A memento of an amazing year
So, as you'll have realised by now, it is with great sadness that I announce my departure from Comerç 24.

To be quite frank I can't exactly say I didn't see it coming, but nevertheless when the time came it was one of the hardest decisions I've ever had to make. Initially I'd been planning to stay until the end of the year, to see off the Christmas rush and festivities along with my friends and colleagues. But over the last three or four weeks of my time at Ç24 I began to feel increasingly tired, underwhelmed, frustrated and bored to the point where continuing would have been, if not impossible, in no-one's interest.

I don't think it would be too bold of me to say that, after a year on the Cuarto Frio section, I'd reached a point where I'd seen absolutely everything there was to see and done absolutely everything there was to do. Twice over. It's probably no bad thing that I'm not planning on getting married, because I'm just not the kind of guy who can stick it out when the mind-numbing and monotonous daily routine begins to chip away at one's patience and, eventually, one's will to live. The problem is this: when you've done something soooo many times that you've arrived at the stage where you've worked out the quickest, cleanest and most efficient way of doing it - and then you carry on in that manner and do it another four thousand times - you begin to do it without engaging your brain at all. And that's when the real significance of why you're actually doing the task gradually begins to disappear from your memory.

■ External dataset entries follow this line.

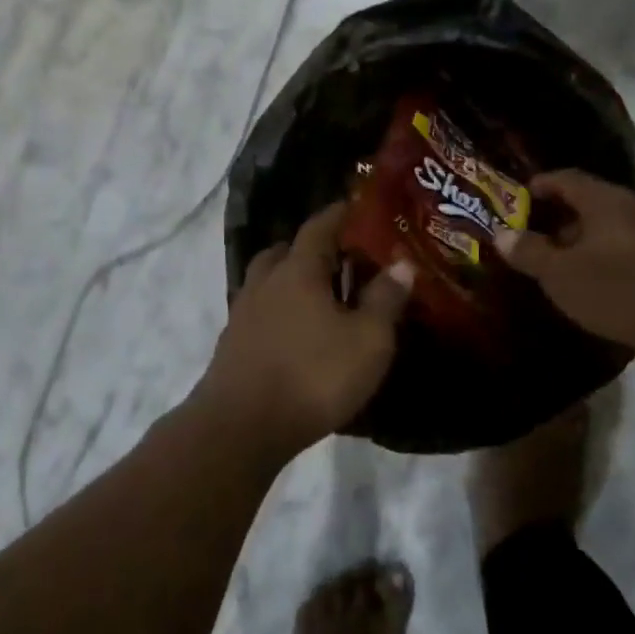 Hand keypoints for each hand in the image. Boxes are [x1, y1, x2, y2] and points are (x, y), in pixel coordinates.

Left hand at [196, 203, 414, 453]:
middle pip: (285, 250)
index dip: (338, 214)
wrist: (242, 426)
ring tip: (318, 294)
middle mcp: (265, 282)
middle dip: (311, 247)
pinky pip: (259, 310)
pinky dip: (278, 309)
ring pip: (267, 280)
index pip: (319, 227)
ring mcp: (243, 312)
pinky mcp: (233, 343)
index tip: (355, 206)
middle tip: (339, 255)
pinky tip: (294, 331)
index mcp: (298, 270)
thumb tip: (401, 262)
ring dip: (290, 278)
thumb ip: (385, 299)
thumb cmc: (313, 376)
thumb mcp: (368, 341)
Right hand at [492, 169, 634, 355]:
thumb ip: (530, 252)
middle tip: (538, 238)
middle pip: (591, 202)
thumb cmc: (620, 288)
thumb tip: (502, 234)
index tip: (520, 198)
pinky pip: (634, 246)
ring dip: (589, 240)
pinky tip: (605, 280)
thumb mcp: (562, 274)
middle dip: (562, 218)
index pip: (566, 178)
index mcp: (604, 200)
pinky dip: (613, 255)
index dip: (540, 185)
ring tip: (568, 264)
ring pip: (614, 226) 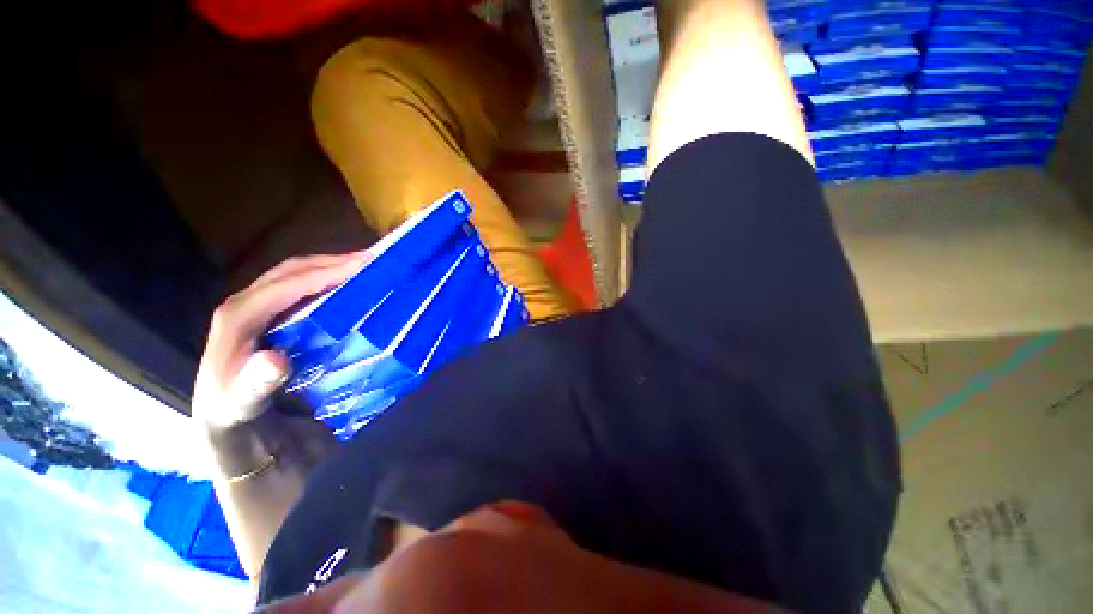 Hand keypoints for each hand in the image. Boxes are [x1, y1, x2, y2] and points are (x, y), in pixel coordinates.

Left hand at [193, 252, 368, 429]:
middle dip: (333, 263)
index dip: (323, 274)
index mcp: (237, 318)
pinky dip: (332, 284)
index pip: (284, 286)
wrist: (229, 423)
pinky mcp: (276, 317)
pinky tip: (353, 288)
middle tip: (374, 260)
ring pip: (300, 277)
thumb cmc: (234, 414)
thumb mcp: (239, 406)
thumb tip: (276, 360)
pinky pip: (306, 291)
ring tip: (368, 267)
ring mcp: (263, 309)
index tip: (362, 266)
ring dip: (334, 269)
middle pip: (293, 271)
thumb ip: (254, 386)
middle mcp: (248, 305)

A screaming argument mid-service
There was an evening not so long ago when Head Chef Arnau and I engaged in a screaming argument mid-service, in which we were apparently expressing our opinions so loudly and flamboyantly that even the people in the café next door were taking sides. That night after service we had a long conversation - for an hour at least as I recall - and we tried to settle our differences man to man. What he explained to me, and I hadn't until that moment got to grips with, was that I'd arrived at a point where I had perfected the section. Those aren't my words, in case you were wondering. That's exactly what he told me.

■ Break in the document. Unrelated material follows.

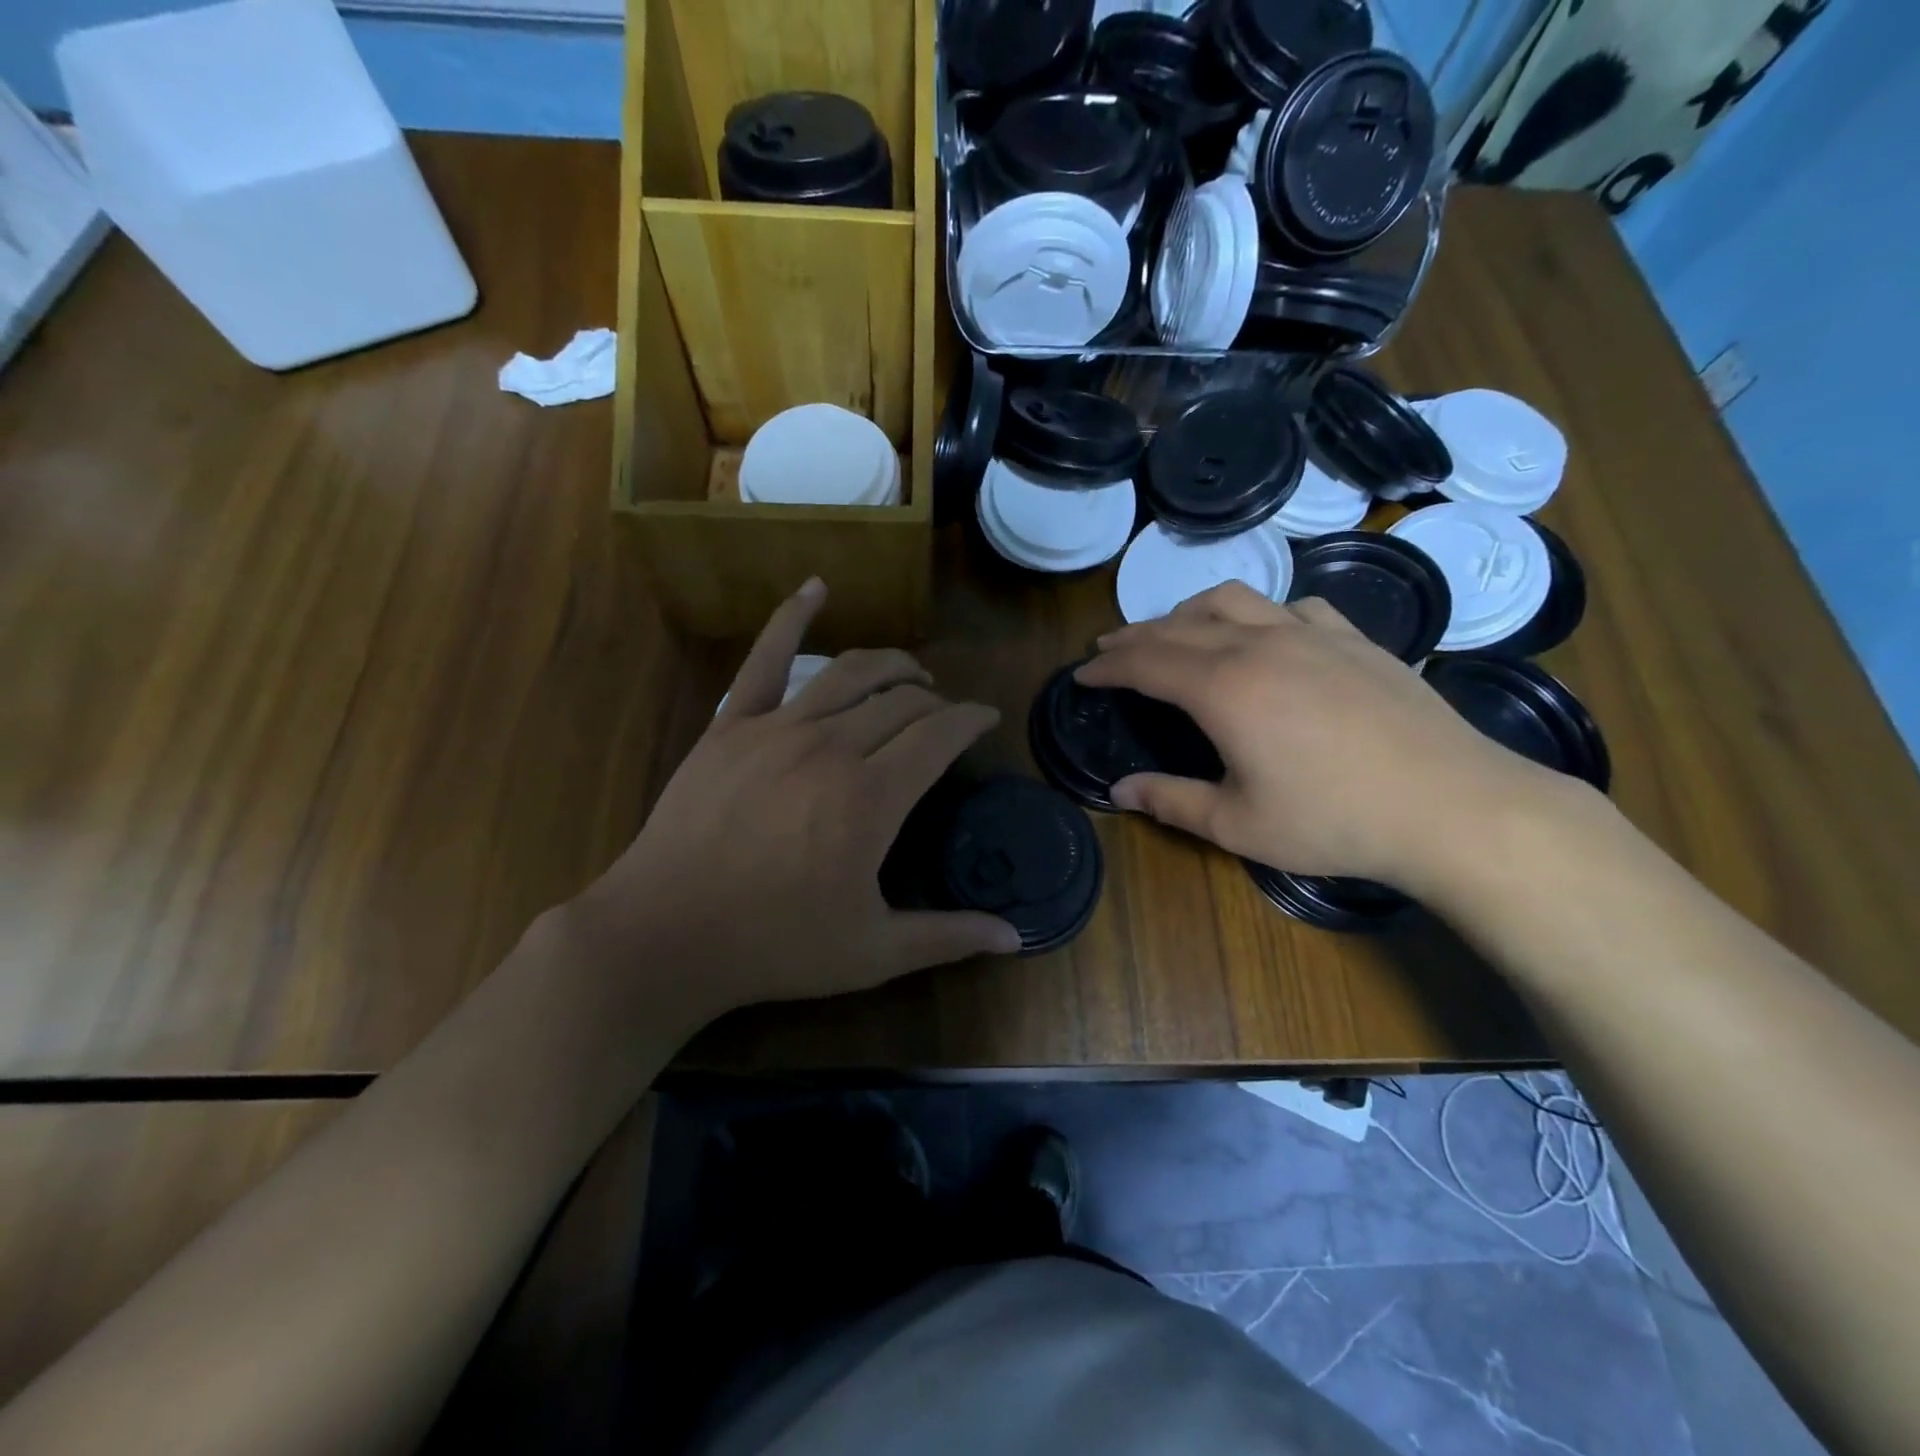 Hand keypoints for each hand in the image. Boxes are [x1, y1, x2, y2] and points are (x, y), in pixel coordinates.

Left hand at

"I know why you've been losing your patience so often recently", he said, "and I know why you're bored. To put it simply, you've mastered the Cuarto Frio. Now don't get me wrong, I'm not saying you do every single thing perfectly every day, because that's impossible. One day you might make a bit of a hash of the chives because you're not concentrating and another day you might make the guacamole a little too spicy because you rushed it. But essentially you've perfected the section - organisation of your mis en place, control of timekeeping, delegation of work to your subordinates and general working system for always keeping the section one step ahead. Now you've got to a stage where you're at the top of your game, you couldn't organise that section any better than you currently are, because there is no better way. And because of that, you've stopped in your quest to constantly find ways to improve your organisation. Your motivation to do better and be more efficient is no longer there because you've reached a position where you're at the top, you've moved sideways for a while, and now the only way is down". No sooner had what Arnau had just said to me settled in my mind than I realised I had to leave.

It had originally been planned that I would change over to the hot Plancha section at the beginning of October when chef de partie Michael left, spending my last three months learning what is essentially the polar opposite of what I'd been doing previously on the cold section. Although the thought of such a big change made me admittedly quite nervous and apprehensive, it also gave me a real feeling that I was progressing within the kitchen, moving forwards and ready to take on a whole new set of responsibilities. Also, I'd been on the Cuarto Frio for practically a year by then, so it really felt like I was facing a new challenge - one that would reinvigorate me and further enhance my ambition to self-evolve.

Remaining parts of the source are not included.